The ergonomic benefits were equally noteworthy. Surgeons often spend considerable intraoperative time determining osteotomy orientation, implant position, screw trajectories, and the magnitude of correction. PSI allows many of these decisions to be made before entering the operating theatre. This not only streamlines surgery but may also reduce surgical stress and uncertainty.
However, our review was not intended to be an endorsement of technology for technology’s sake.
During our analysis, we also identified important limitations. Patient-specific guides require high-quality CT imaging, sophisticated software, engineering expertise, and manufacturing resources. They add cost and may require additional surgical exposure for accurate guide placement. Furthermore, in straightforward deformities or in the hands of highly experienced surgeons, the incremental benefit may be relatively modest. We felt it was important to present a balanced perspective rather than portray PSI as a universal solution.
The two clinical cases included in the paper were selected deliberately because they represented situations where precision was particularly important. In both patients, conventional techniques would likely have been more challenging and potentially less reproducible. The ability to visualize the correction virtually, manufacture customized guides, and then execute the plan with confidence provided valuable insights into the practical advantages of PSI.
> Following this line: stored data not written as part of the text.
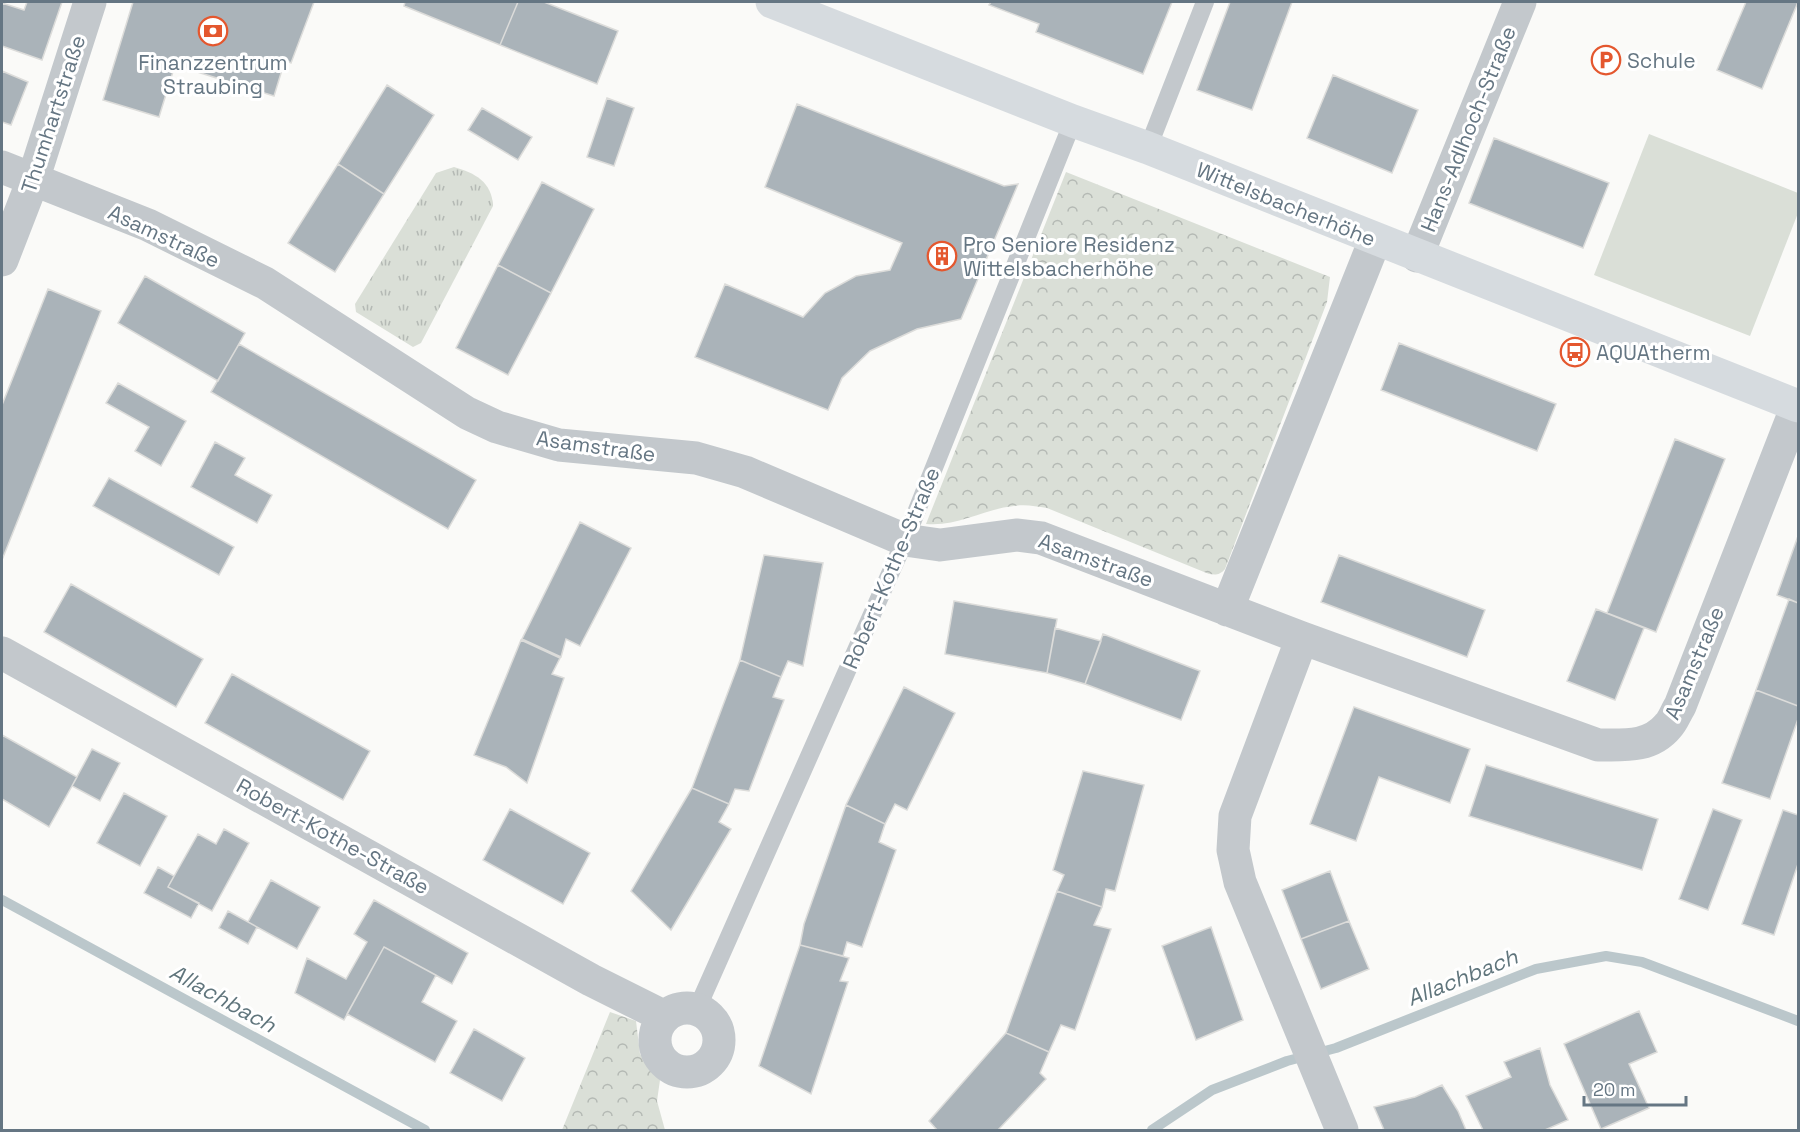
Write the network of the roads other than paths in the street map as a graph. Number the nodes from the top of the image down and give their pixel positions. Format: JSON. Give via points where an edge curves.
{"nodes":[{"id":1,"x":90,"y":2,"type":"edge"},
{"id":2,"x":772,"y":2,"type":"edge"},
{"id":3,"x":1204,"y":2,"type":"edge"},
{"id":4,"x":1520,"y":2,"type":"edge"},
{"id":5,"x":1073,"y":121,"type":"junction"},
{"id":6,"x":1148,"y":148,"type":"junction"},
{"id":7,"x":2,"y":167,"type":"edge"},
{"id":8,"x":33,"y":180,"type":"junction"},
{"id":9,"x":1375,"y":240,"type":"junction"},
{"id":10,"x":1417,"y":256,"type":"junction"},
{"id":11,"x":2,"y":260,"type":"edge"},
{"id":12,"x":1798,"y":406,"type":"edge"},
{"id":13,"x":905,"y":540,"type":"junction"},
{"id":14,"x":1227,"y":610,"type":"junction"},
{"id":15,"x":1302,"y":638,"type":"junction"},
{"id":16,"x":2,"y":653,"type":"edge"},
{"id":17,"x":697,"y":1009,"type":"junction"},
{"id":18,"x":665,"y":1017,"type":"junction"},
{"id":19,"x":1342,"y":1131,"type":"edge"}],
"edges":[{"from":1,"to":8,"type":"street","name":"Thumhartstraße"},
{"from":2,"to":5,"type":"street","name":"Wittelsbacherhöhe"},
{"from":3,"to":6,"type":"lane"},
{"from":4,"to":10,"type":"street","name":"Hans-Adlhoch-Straße"},
{"from":5,"to":6,"type":"street","name":"Wittelsbacherhöhe"},
{"from":5,"to":13,"type":"lane","name":"Robert-Kothe-Straße"},
{"from":6,"to":9,"type":"street","name":"Wittelsbacherhöhe"},
{"from":7,"to":8,"type":"street","name":"Asamstraße"},
{"from":8,"to":11,"type":"street","name":"Thumhartstraße"},
{"from":8,"to":13,"type":"street","name":"Asamstraße","via":[[148,225],[265,283],[467,413],[497,427],[559,445],[723,465]]},
{"from":9,"to":10,"type":"street","name":"Wittelsbacherhöhe"},
{"from":9,"to":14,"type":"street"},
{"from":10,"to":12,"type":"street","name":"Wittelsbacherhöhe"},
{"from":12,"to":15,"type":"street","name":"Asamstraße","via":[[1680,706],[1669,726],[1652,739],[1633,745],[1598,745]]},
{"from":13,"to":14,"type":"street","name":"Asamstraße","via":[[940,545],[1016,535],[1041,537]]},
{"from":13,"to":17,"type":"lane","name":"Robert-Kothe-Straße"},
{"from":14,"to":15,"type":"street","name":"Asamstraße"},
{"from":15,"to":19,"type":"street","via":[[1235,816],[1233,850],[1240,882]]},
{"from":16,"to":18,"type":"street","name":"Robert-Kothe-Straße","via":[[591,980]]},
{"from":17,"to":18,"type":"street","via":[[680,1009]]},
{"from":17,"to":18,"type":"street","via":[[713,1021],[720,1039],[714,1059],[698,1070],[678,1070],[662,1060],[656,1033]]}]}
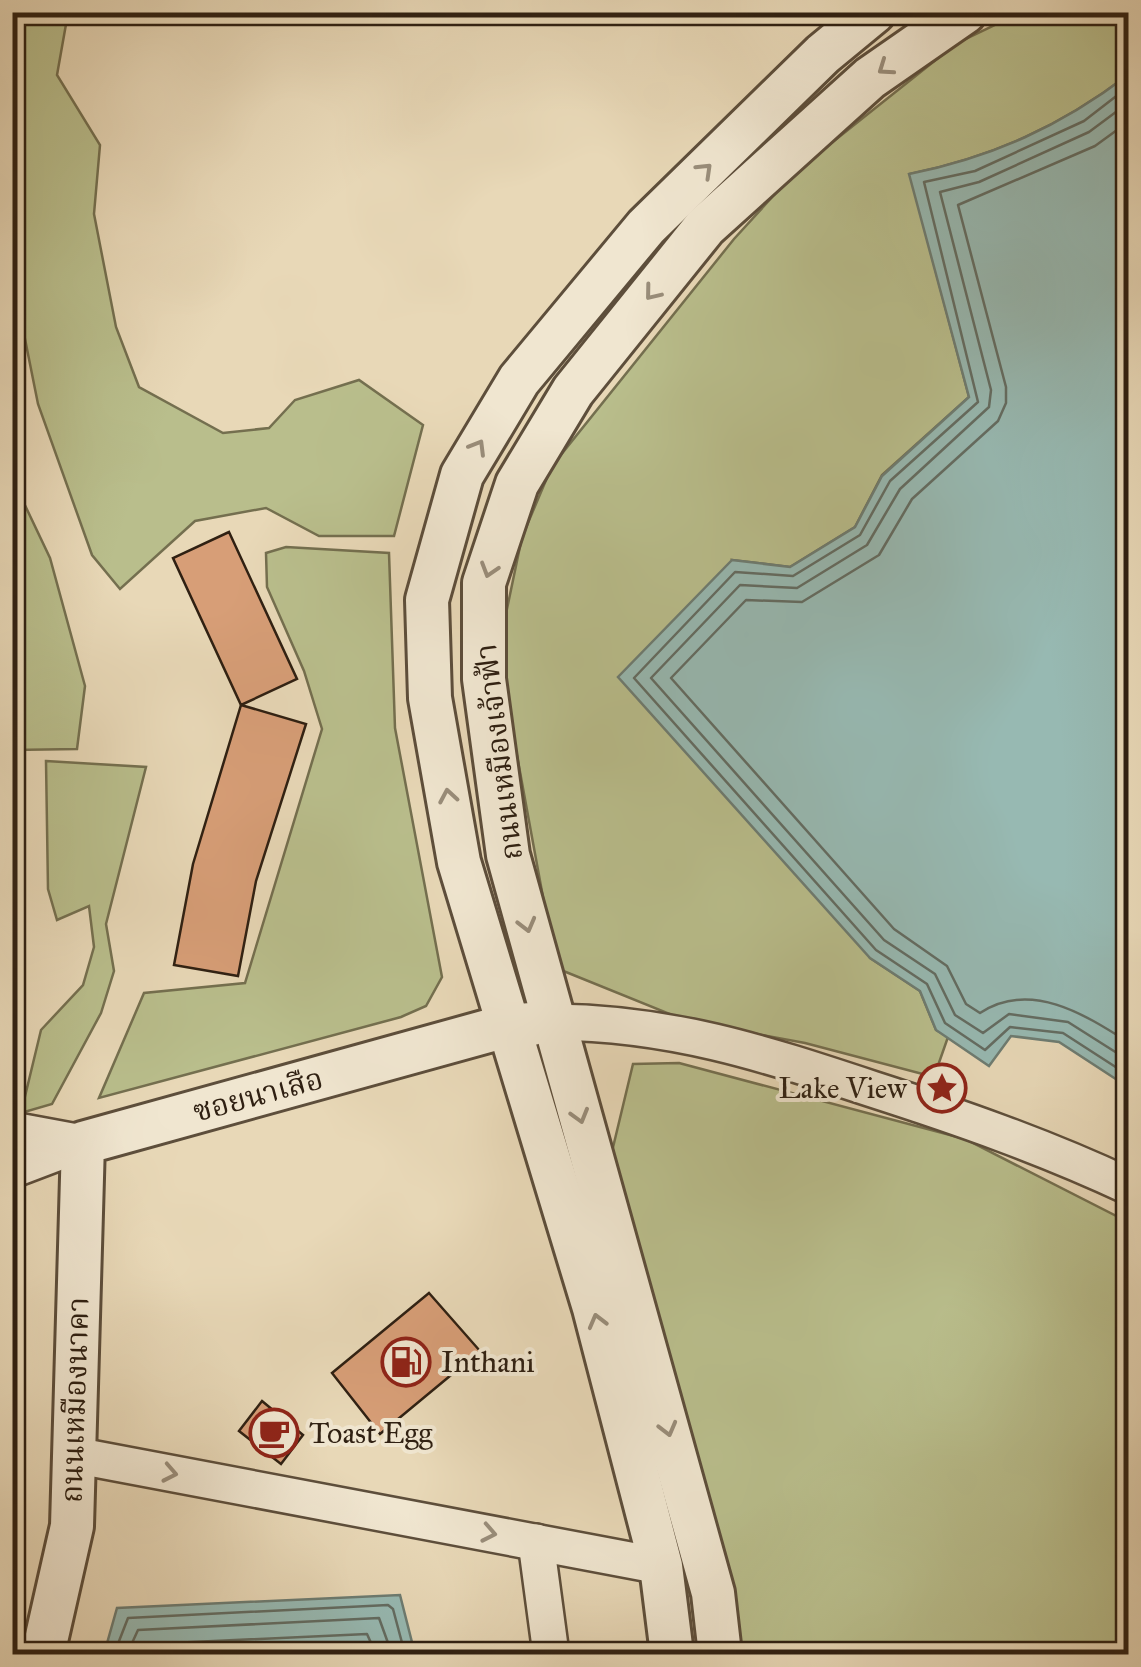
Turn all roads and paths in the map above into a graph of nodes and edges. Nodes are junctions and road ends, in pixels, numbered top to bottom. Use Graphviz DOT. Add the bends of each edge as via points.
graph roads {
  1 [pos="874,12"];
  2 [pos="965,12"];
  3 [pos="508,855"];
  4 [pos="459,862"];
  5 [pos="553,1022"];
  6 [pos="506,1026"];
  7 [pos="12,1130"];
  8 [pos="83,1143"];
  9 [pos="12,1170"];
  10 [pos="1128,1186"];
  11 [pos="74,1455"];
  12 [pos="536,1542"];
  13 [pos="661,1566"];
  14 [pos="43,1654"];
  15 [pos="552,1654"];
  16 [pos="672,1654"];
  17 [pos="720,1654"];
  4 -- 1 [label="street, ถนนเหมืองเจ้าฟ้า, one-way" via="430,698 427,600 462,474 518,380 646,227"];
  2 -- 3 [label="street, ถนนเหมืองเจ้าฟ้า, one-way" via="870,78 705,227 573,391 517,484 484,583 484,679"];
  3 -- 4 [label="street"];
  3 -- 5 [label="street, ถนนเหมืองเจ้าฟ้า, one-way"];
  4 -- 6 [label="street, ถนนเหมืองเจ้าฟ้า"];
  5 -- 6 [label="street, ซอยนาเสือ"];
  5 -- 10 [label="street" via="620,1023 728,1042 1048,1150"];
  5 -- 17 [label="street, ถนนเหมืองเจ้าฟ้า, one-way" via="713,1594"];
  6 -- 8 [label="street, ซอยนาเสือ"];
  13 -- 6 [label="street, ถนนเหมืองเจ้าฟ้า, one-way" via="594,1308"];
  7 -- 8 [label="street"];
  8 -- 9 [label="street, ซอยนาเสือ"];
  8 -- 11 [label="street, ถนนเหมืองนาคา"];
  11 -- 12 [label="street, one-way"];
  11 -- 14 [label="street, ถนนเหมืองนาคา" via="72,1526"];
  12 -- 13 [label="street"];
  12 -- 15 [label="street"];
  13 -- 16 [label="street, ถนนเหมืองเจ้าฟ้า"];
}
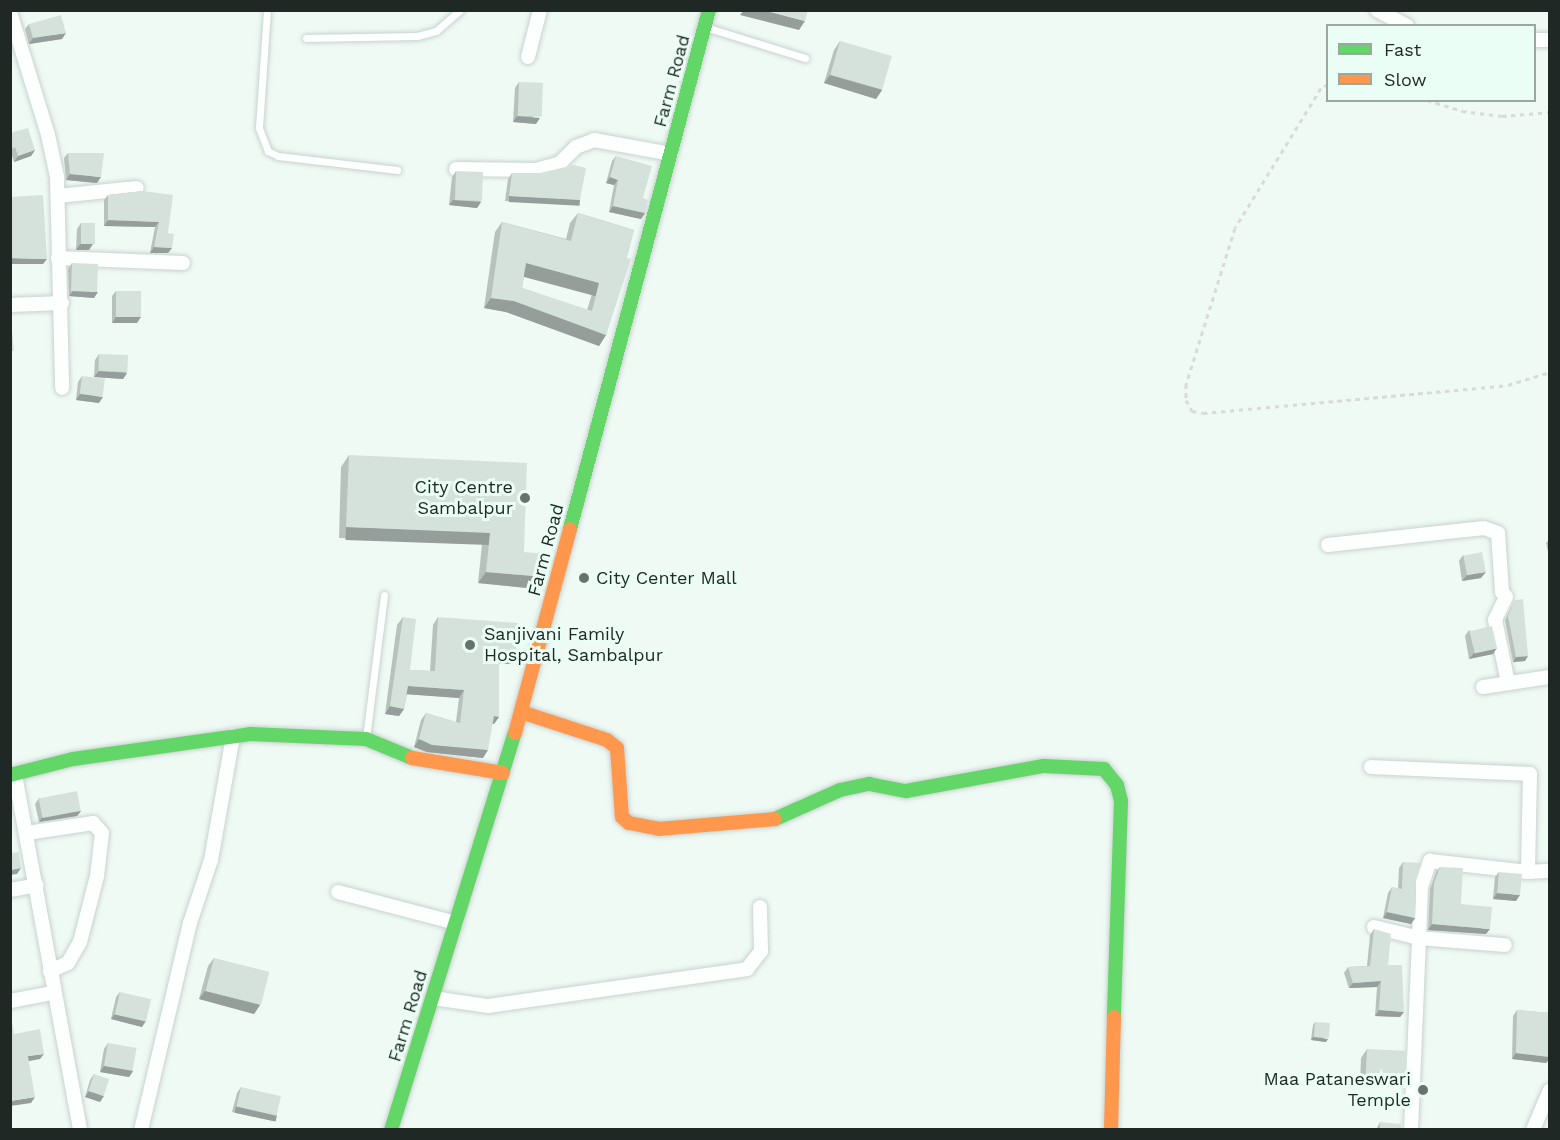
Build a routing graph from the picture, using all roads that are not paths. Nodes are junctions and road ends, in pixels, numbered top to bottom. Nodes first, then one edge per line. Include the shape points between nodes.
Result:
1 (267, 10) edge
2 (460, 10) edge
3 (540, 10) edge
4 (709, 10) edge
5 (1377, 10) edge
6 (10, 12) edge
7 (1403, 24) edge
8 (705, 27) junction
9 (306, 38) dead end
10 (528, 57) dead end
11 (806, 58) dead end
12 (671, 154) junction
13 (456, 169) edge
14 (398, 170) dead end
15 (137, 188) dead end
16 (58, 196) junction
17 (58, 258) junction
18 (183, 263) dead end
19 (62, 303) junction
20 (10, 304) edge
21 (62, 387) dead end
22 (1328, 545) dead end
23 (384, 595) dead end
24 (1550, 677) edge
25 (1508, 683) junction
26 (1483, 687) dead end
27 (521, 711) junction
28 (233, 735) junction
29 (366, 739) junction
30 (1371, 767) dead end
31 (503, 773) junction
32 (13, 775) edge
33 (27, 833) junction
34 (1550, 871) edge
35 (1528, 872) junction
36 (37, 885) junction
37 (10, 890) edge
38 (338, 892) dead end
39 (760, 907) dead end
40 (456, 923) junction
41 (1374, 927) edge
42 (1419, 938) junction
43 (1505, 945) dead end
44 (50, 971) junction
45 (53, 993) junction
46 (433, 998) junction
47 (10, 1001) edge
48 (1550, 1090) edge
49 (80, 1130) edge
50 (141, 1130) edge
51 (391, 1130) edge
52 (1112, 1130) edge
53 (1411, 1130) edge
54 (1533, 1130) edge

1 - 14 lane via 259,128 268,151 278,156
2 - 9 lane via 436,31 417,36
3 - 10 street
4 - 8 street, Farm Road
5 - 7 street
6 - 16 street via 48,135
8 - 11 lane
8 - 12 street, Farm Road
12 - 13 street via 594,140 576,147 560,163 536,170
12 - 27 street, Farm Road
15 - 16 street
16 - 17 street
17 - 18 street
17 - 19 street
19 - 20 street
19 - 21 street
22 - 25 street via 1484,528 1498,533 1502,592 1506,597 1496,620
23 - 29 lane
24 - 25 street
25 - 26 street
27 - 31 street, Farm Road
27 - 52 street via 607,740 617,748 622,817 629,823 659,828 784,818 840,790 868,784 923,790 1044,766 1104,770 1117,785 1121,801
28 - 29 street via 305,734
28 - 32 street via 73,759
28 - 50 street via 211,860 190,923
29 - 31 street via 424,763
30 - 35 street via 1530,774
31 - 40 street, Farm Road
32 - 33 street
33 - 36 street
33 - 44 street via 93,823 102,833 97,876 80,942 68,963
34 - 35 street
35 - 42 street via 1430,861 1421,887
36 - 37 street
36 - 44 street
38 - 40 street
39 - 46 street via 761,951 747,969 488,1006
40 - 46 street, Farm Road
41 - 42 street
42 - 43 street
42 - 53 street
44 - 45 street
45 - 47 street
45 - 49 street
46 - 51 street, Farm Road
48 - 54 street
One of the most rewarding aspects of this project was witnessing how digital technologies are reshaping orthopaedic surgery. When many of us trained, deformity correction depended heavily on manual calculations, paper tracings, and surgeon experience. Today, we are entering an era in which imaging, virtual planning, 3D printing, artificial intelligence, navigation systems, and augmented reality are converging. These technologies do not replace surgical judgment; rather, they augment it.
As we completed the manuscript, we found ourselves thinking less about the current state of PSI and more about its future. Could artificial intelligence automate deformity analysis and surgical planning? Could augmented reality project correction plans directly into the surgeon’s field of view? Could robotic systems execute these plans with even greater precision? While many of these possibilities remain under development, they no longer seem distant.
Ultimately, this paper is about precision—not only in technology but also in patient care. Every deformity is unique, and every patient presents a distinct challenge. The growing ability to personalize surgical planning and execution represents a significant step forward in orthopaedics.
We hope that our review provides clinicians with a practical understanding of where patient-specific instrumentation can be most valuable, while encouraging further research into its clinical effectiveness, accessibility, and integration with future technologies. Most importantly, we hope it stimulates discussion about how digital innovation can help surgeons achieve safer, more predictable, and more personalized outcomes for patients with complex musculoskeletal deformities.
For us, the journey behind this paper reflects a broader transformation occurring across surgery—a transition from approximation toward precision, from standardized solutions toward personalized care, and from conventional planning toward digitally enabled decision-making. It is an exciting time to be involved in orthopaedic innovation, and we are grateful to contribute a small part to that evolving story.